CheapGlk accepts character input and line input using the same call (fgets). This means that you need to add a newline after the “n” for keystroke input. It looks like you’re doing that, though.

The output is somewhat buffered by the stdio library. I don’t know what the parameters of that are – I’d expect every newline to flush the output stream. So maybe newline translation is the issue?

You’re using a build of git. I’ve only tested glulxe+cheapglk. I see no reason to believe that git would be buggy, but it might have done something to the cheapglk library that I’m not familiar with.

No delays. Cheapglk won’t notice them and it doesn’t use any itself.
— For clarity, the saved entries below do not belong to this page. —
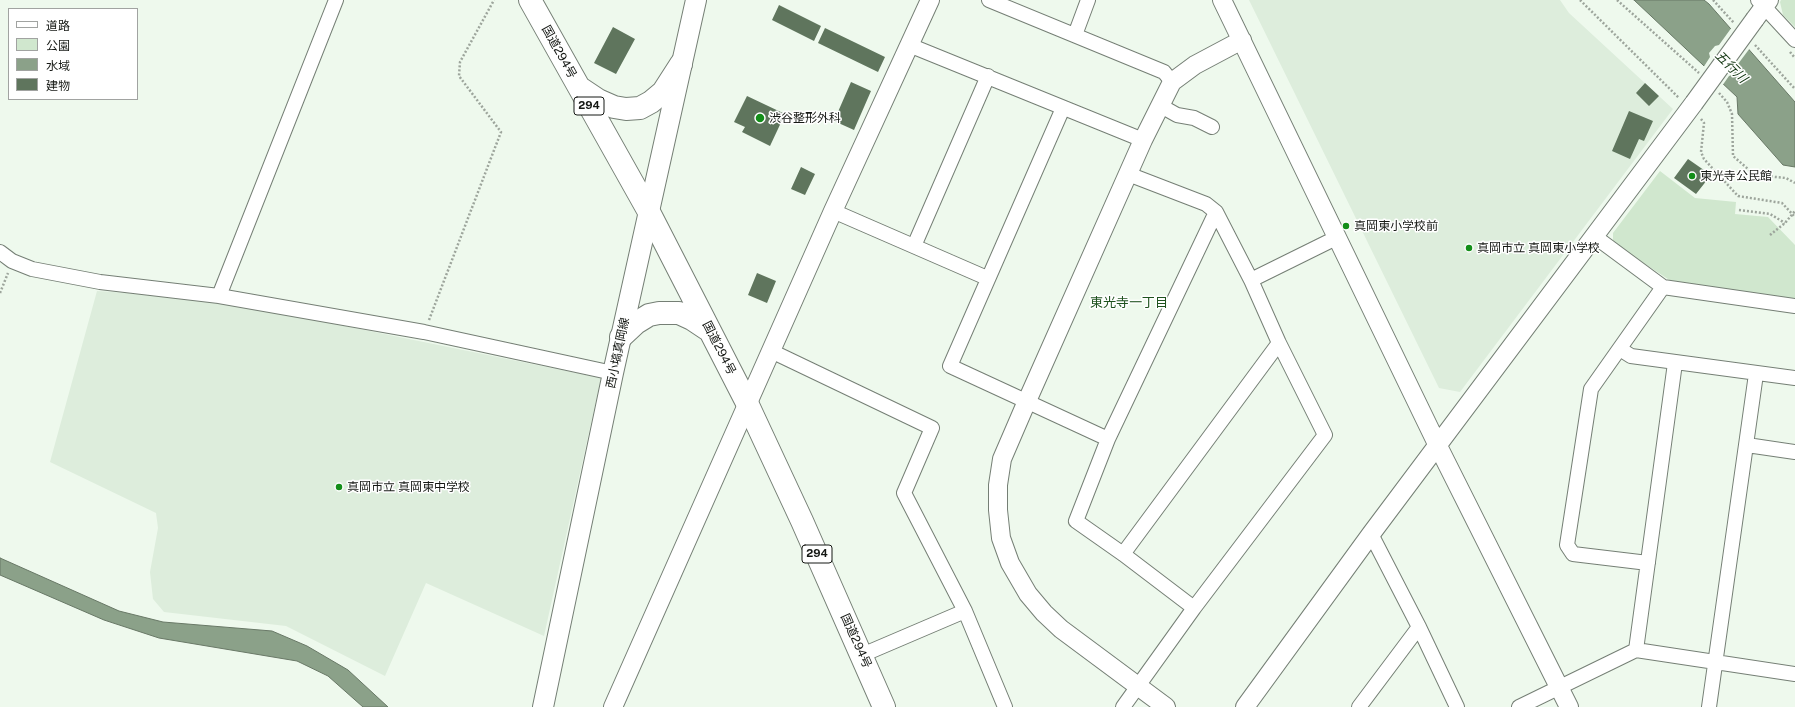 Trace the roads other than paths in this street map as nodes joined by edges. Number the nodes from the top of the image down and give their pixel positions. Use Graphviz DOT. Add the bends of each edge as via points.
graph roads {
  1 [pos="336,0"];
  2 [pos="530,0"];
  3 [pos="696,0"];
  4 [pos="930,0"];
  5 [pos="989,0"];
  6 [pos="1088,0"];
  7 [pos="1222,0"];
  8 [pos="1761,6"];
  9 [pos="1074,35"];
  10 [pos="1242,40"];
  11 [pos="1795,40"];
  12 [pos="909,45"];
  13 [pos="681,64"];
  14 [pos="988,76"];
  15 [pos="1172,82"];
  16 [pos="577,86"];
  17 [pos="1161,106"];
  18 [pos="1063,108"];
  19 [pos="1212,127"];
  20 [pos="1143,140"];
  21 [pos="1128,174"];
  22 [pos="833,211"];
  23 [pos="649,212"];
  24 [pos="1216,212"];
  25 [pos="1594,236"];
  26 [pos="1338,237"];
  27 [pos="914,246"];
  28 [pos="0,252"];
  29 [pos="987,278"];
  30 [pos="1251,280"];
  31 [pos="1663,287"];
  32 [pos="219,296"];
  33 [pos="1795,306"];
  34 [pos="710,330"];
  35 [pos="621,337"];
  36 [pos="1279,343"];
  37 [pos="1620,349"];
  38 [pos="771,351"];
  39 [pos="1676,363"];
  40 [pos="613,373"];
  41 [pos="1756,374"];
  42 [pos="1795,378"];
  43 [pos="1027,401"];
  44 [pos="747,403"];
  45 [pos="1108,439"];
  46 [pos="1747,445"];
  47 [pos="1438,446"];
  48 [pos="1795,452"];
  49 [pos="1371,534"];
  50 [pos="1123,554"];
  51 [pos="1648,563"];
  52 [pos="1194,608"];
  53 [pos="965,611"];
  54 [pos="1419,627"];
  55 [pos="1636,650"];
  56 [pos="862,655"];
  57 [pos="1715,661"];
  58 [pos="1795,674"];
  59 [pos="1138,686"];
  60 [pos="1560,687"];
  61 [pos="617,706"];
  62 [pos="544,707"];
  63 [pos="884,707"];
  64 [pos="1005,707"];
  65 [pos="1123,707"];
  66 [pos="1166,707"];
  67 [pos="1245,707"];
  68 [pos="1359,707"];
  69 [pos="1457,707"];
  70 [pos="1519,707"];
  71 [pos="1569,707"];
  72 [pos="1709,707"];
  1 -- 32 [label="street"];
  2 -- 16 [label="highway, 国道294号 / 294"];
  3 -- 13 [label="main road, 西小塙真岡線"];
  4 -- 12 [label="street"];
  5 -- 9 [label="street"];
  6 -- 9 [label="street"];
  7 -- 10 [label="street"];
  8 -- 11 [label="street"];
  8 -- 25 [label="street, bridge" via="1692,107"];
  9 -- 15 [label="street" via="1164,72"];
  10 -- 15 [label="street" via="1195,65"];
  10 -- 26 [label="street"];
  12 -- 14 [label="street"];
  12 -- 22 [label="street"];
  13 -- 16 [label="highway" via="663,92 640,108 626,110 614,107"];
  13 -- 23 [label="main road, 西小塙真岡線"];
  14 -- 18 [label="street"];
  14 -- 27 [label="street"];
  15 -- 17 [label="street"];
  16 -- 23 [label="highway, 国道294号 / 294"];
  17 -- 19 [label="street" via="1177,115 1194,118"];
  17 -- 20 [label="street"];
  18 -- 20 [label="street"];
  18 -- 29 [label="street"];
  20 -- 21 [label="street"];
  21 -- 24 [label="street" via="1206,204"];
  21 -- 43 [label="street"];
  22 -- 27 [label="street"];
  22 -- 38 [label="street"];
  23 -- 34 [label="highway, 国道294号 / 294"];
  23 -- 35 [label="main road, 西小塙真岡線"];
  24 -- 30 [label="street"];
  24 -- 45 [label="street"];
  25 -- 31 [label="street"];
  25 -- 47 [label="street"];
  26 -- 30 [label="street"];
  26 -- 47 [label="street"];
  27 -- 29 [label="street"];
  28 -- 32 [label="street" via="12,262 32,269 100,282"];
  29 -- 43 [label="street" via="950,366"];
  30 -- 36 [label="street"];
  31 -- 33 [label="street"];
  31 -- 37 [label="street"];
  32 -- 40 [label="street" via="424,332"];
  34 -- 35 [label="highway" via="679,313 665,312 649,315"];
  34 -- 44 [label="highway, 国道294号 / 294"];
  35 -- 40 [label="main road, 西小塙真岡線"];
  36 -- 50 [label="street"];
  36 -- 52 [label="street" via="1325,435"];
  37 -- 39 [label="street" via="1631,356"];
  37 -- 51 [label="street" via="1591,389 1566,545 1573,554"];
  38 -- 44 [label="street"];
  38 -- 53 [label="street" via="932,428 904,493"];
  39 -- 41 [label="street"];
  39 -- 51 [label="street"];
  40 -- 62 [label="main road, 西小塙真岡線"];
  41 -- 42 [label="street"];
  41 -- 46 [label="street"];
  43 -- 45 [label="street"];
  43 -- 59 [label="street" via="1002,459 998,485 1001,538 1010,563 1028,594 1044,613 1061,629"];
  44 -- 56 [label="highway, 国道294号 / 294"];
  44 -- 61 [label="street"];
  45 -- 50 [label="street" via="1076,521"];
  46 -- 48 [label="street"];
  46 -- 57 [label="street"];
  47 -- 49 [label="street"];
  47 -- 60 [label="street"];
  49 -- 54 [label="street"];
  49 -- 67 [label="street"];
  50 -- 52 [label="street"];
  51 -- 55 [label="street"];
  52 -- 59 [label="street"];
  53 -- 56 [label="street"];
  53 -- 64 [label="street"];
  54 -- 68 [label="street"];
  54 -- 69 [label="street"];
  55 -- 57 [label="street"];
  55 -- 60 [label="street"];
  56 -- 63 [label="highway, 国道294号 / 294"];
  57 -- 58 [label="street"];
  57 -- 72 [label="street"];
  59 -- 65 [label="street"];
  59 -- 66 [label="street"];
  60 -- 70 [label="street"];
  60 -- 71 [label="street"];
}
Writing a non-interactive test with cheapglk is something of a nuisance. There’s no reliable way to know that cheapglk has finished output. When writing such tests, I continue reading from stdout until “\n>” shows up, and I assume that’s a new prompt. If the game prints a different prompt, or prints “>” at the beginning of a line for other reasons, the test goes off the rails.
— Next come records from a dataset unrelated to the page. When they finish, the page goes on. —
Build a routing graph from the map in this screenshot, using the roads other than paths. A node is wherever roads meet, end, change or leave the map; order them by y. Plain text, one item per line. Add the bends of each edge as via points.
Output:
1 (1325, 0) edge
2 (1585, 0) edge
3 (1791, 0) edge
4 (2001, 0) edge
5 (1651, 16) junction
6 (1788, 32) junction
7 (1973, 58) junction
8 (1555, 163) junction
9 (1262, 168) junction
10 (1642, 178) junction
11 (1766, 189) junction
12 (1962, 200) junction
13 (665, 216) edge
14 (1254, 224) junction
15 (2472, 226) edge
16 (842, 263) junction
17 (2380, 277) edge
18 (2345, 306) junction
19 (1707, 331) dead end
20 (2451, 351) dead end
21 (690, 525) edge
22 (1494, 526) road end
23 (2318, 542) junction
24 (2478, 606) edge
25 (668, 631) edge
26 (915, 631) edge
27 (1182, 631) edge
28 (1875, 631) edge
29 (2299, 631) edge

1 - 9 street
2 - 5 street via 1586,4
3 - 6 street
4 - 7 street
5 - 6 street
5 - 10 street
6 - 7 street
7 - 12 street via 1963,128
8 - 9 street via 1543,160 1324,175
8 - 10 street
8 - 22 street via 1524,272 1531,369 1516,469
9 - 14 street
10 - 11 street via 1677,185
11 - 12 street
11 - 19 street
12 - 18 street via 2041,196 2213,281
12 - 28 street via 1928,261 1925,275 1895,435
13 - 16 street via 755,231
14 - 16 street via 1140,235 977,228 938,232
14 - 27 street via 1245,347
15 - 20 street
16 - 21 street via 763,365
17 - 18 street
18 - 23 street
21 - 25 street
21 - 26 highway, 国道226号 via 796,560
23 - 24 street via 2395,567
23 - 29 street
An alternative is to use remglk. With this library, every command cycle is exactly one JSON stanza in and one JSON stanza out. This makes the test more reliable. Plus you can reliably distinguish character from line input, distinguish output from different windows, and so on. But obviously you have to do extra work to parse the JSON.

My test framework is at . Note the functions GameStateCheap and GameStateRemGlk, which manage a subprocess in the two modes I’ve described.

Thanks for your thoughts Zarf. I have tried it with glulxe too, with no differences at all.

I’ve just had the thought that we could make it entirely non interactive, including quitting at the end. That would make things considerably simpler.

Here’s a script that launches Kerkerkruip and then quits. Obviously this assumes that there are no existing save, data, or transcript files.

(“glulxer” is just my local copy of glulxe+remglk. You’ll have to compile that to use this.)

** game: Kerkerkruip.gblorb
** interpreter: glulxer
** remformat: yes

* startup

Kerkerkruip has a mode optimised for those using a screen reader.
>{char} n

>{char} 32
Malygris, the Wizard of Kerkerkruip!

>{fileref_prompt} test-transcript
Kerkerkruip 10
An IF roguelike by Victor Gijsbers
The Kerkerkruip team 
Free software 
Afterword by Victor Gijsbers 
Press a key to go back.

>{char} 32
Kerkerkruip 10
An IF roguelike by Victor Gijsbers
Entrance Hall

> l
Entrance Hall

> quit
Are you sure you want to quit?

> y

I ended up making Kerkerkruip run them non-interactively. I was able to solve the buffering problem with the unbuffer program from expect-dev.